Fine. But if you’re thinking I’m going to give you the go-ahead to handle infiltration on your own after what happened to you last time in there, you’ve got another thing coming.”

“I’m not. I promise. But…if we can get the timing just right, we ought to be able to combine a few of our other plans to make the odds of getting Carlisle out of there without further injury to her or us way more likely.”

“Do tell.”

So Kieron told him. At first no one said anything at all, and then Xilinn started to laugh. “It will work,” she said. “That will definitely work. They’re not going to want to keep her around if you can pull that off, especially if they’re trying to focus on negotiations with Elanus at the time.”

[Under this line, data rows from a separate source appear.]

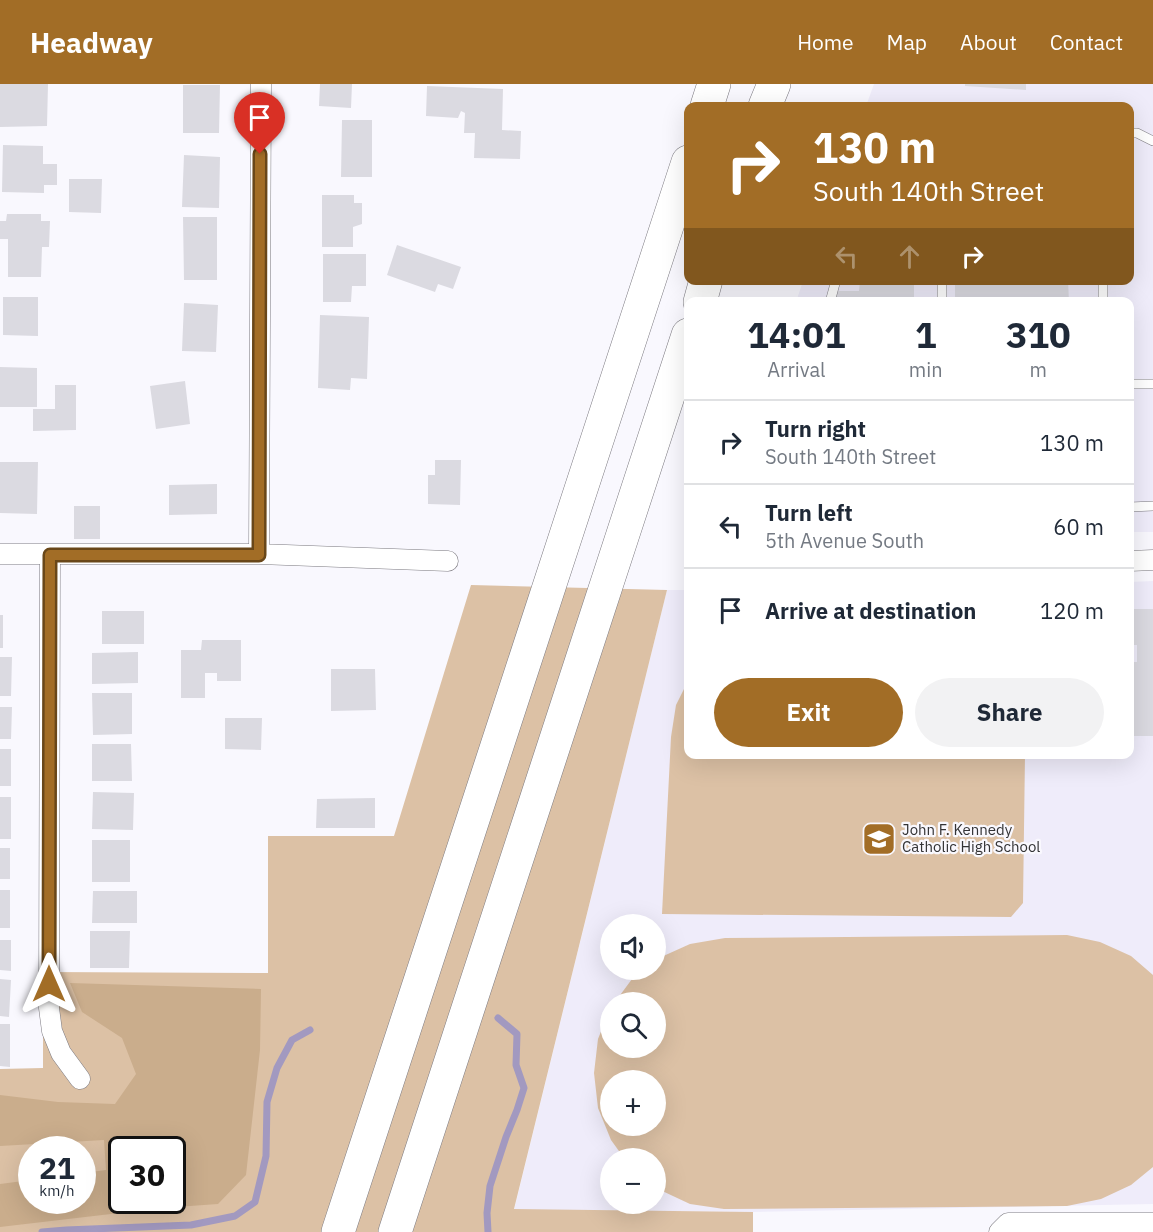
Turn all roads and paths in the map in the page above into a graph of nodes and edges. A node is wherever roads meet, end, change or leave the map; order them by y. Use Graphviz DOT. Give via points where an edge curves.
graph roads {
  1 [pos="261,84"];
  2 [pos="714,84"];
  3 [pos="773,84"];
  4 [pos="708,102"];
  5 [pos="766,102"];
  6 [pos="1134,132"];
  7 [pos="1153,141"];
  8 [pos="684,174"];
  9 [pos="684,347"];
  10 [pos="1134,384"];
  11 [pos="1153,384"];
  12 [pos="1153,506"];
  13 [pos="1134,507"];
  14 [pos="0,554"];
  15 [pos="50,555"];
  16 [pos="259,555"];
  17 [pos="1153,560"];
  18 [pos="448,561"];
  19 [pos="1134,561"];
  20 [pos="80,1079"];
  21 [pos="1153,1223"];
  22 [pos="1003,1227"];
  23 [pos="338,1232"];
  24 [pos="395,1232"];
  1 -- 16 [label="street"];
  2 -- 4 [label="highway"];
  3 -- 5 [label="highway"];
  6 -- 7 [label="lane"];
  8 -- 23 [label="highway"];
  9 -- 24 [label="highway"];
  10 -- 11 [label="lane"];
  12 -- 13 [label="lane"];
  14 -- 15 [label="street"];
  15 -- 16 [label="street"];
  15 -- 20 [label="street" via="49,1008 52,1031 61,1053"];
  16 -- 18 [label="street"];
  17 -- 19 [label="street"];
  21 -- 22 [label="street"];
}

“It attacks her dignity pretty severely, though.”

Kieron shrugged. At this point, he didn’t have any space left in him for concerns around his mother’s sense of dignity or lack thereof. “She’s survived a lot worse. She’ll survive this too.” Or she would if he had anything to say about it.

She might never forgive him for saving her, but at least Kieron would be able to live with himself. He didn’t have to be able to live with her.

He nodded at Catie’s countdown timer. “We’ve got less than half an hour to decide whether this is doable or not. Let’s not waste it.”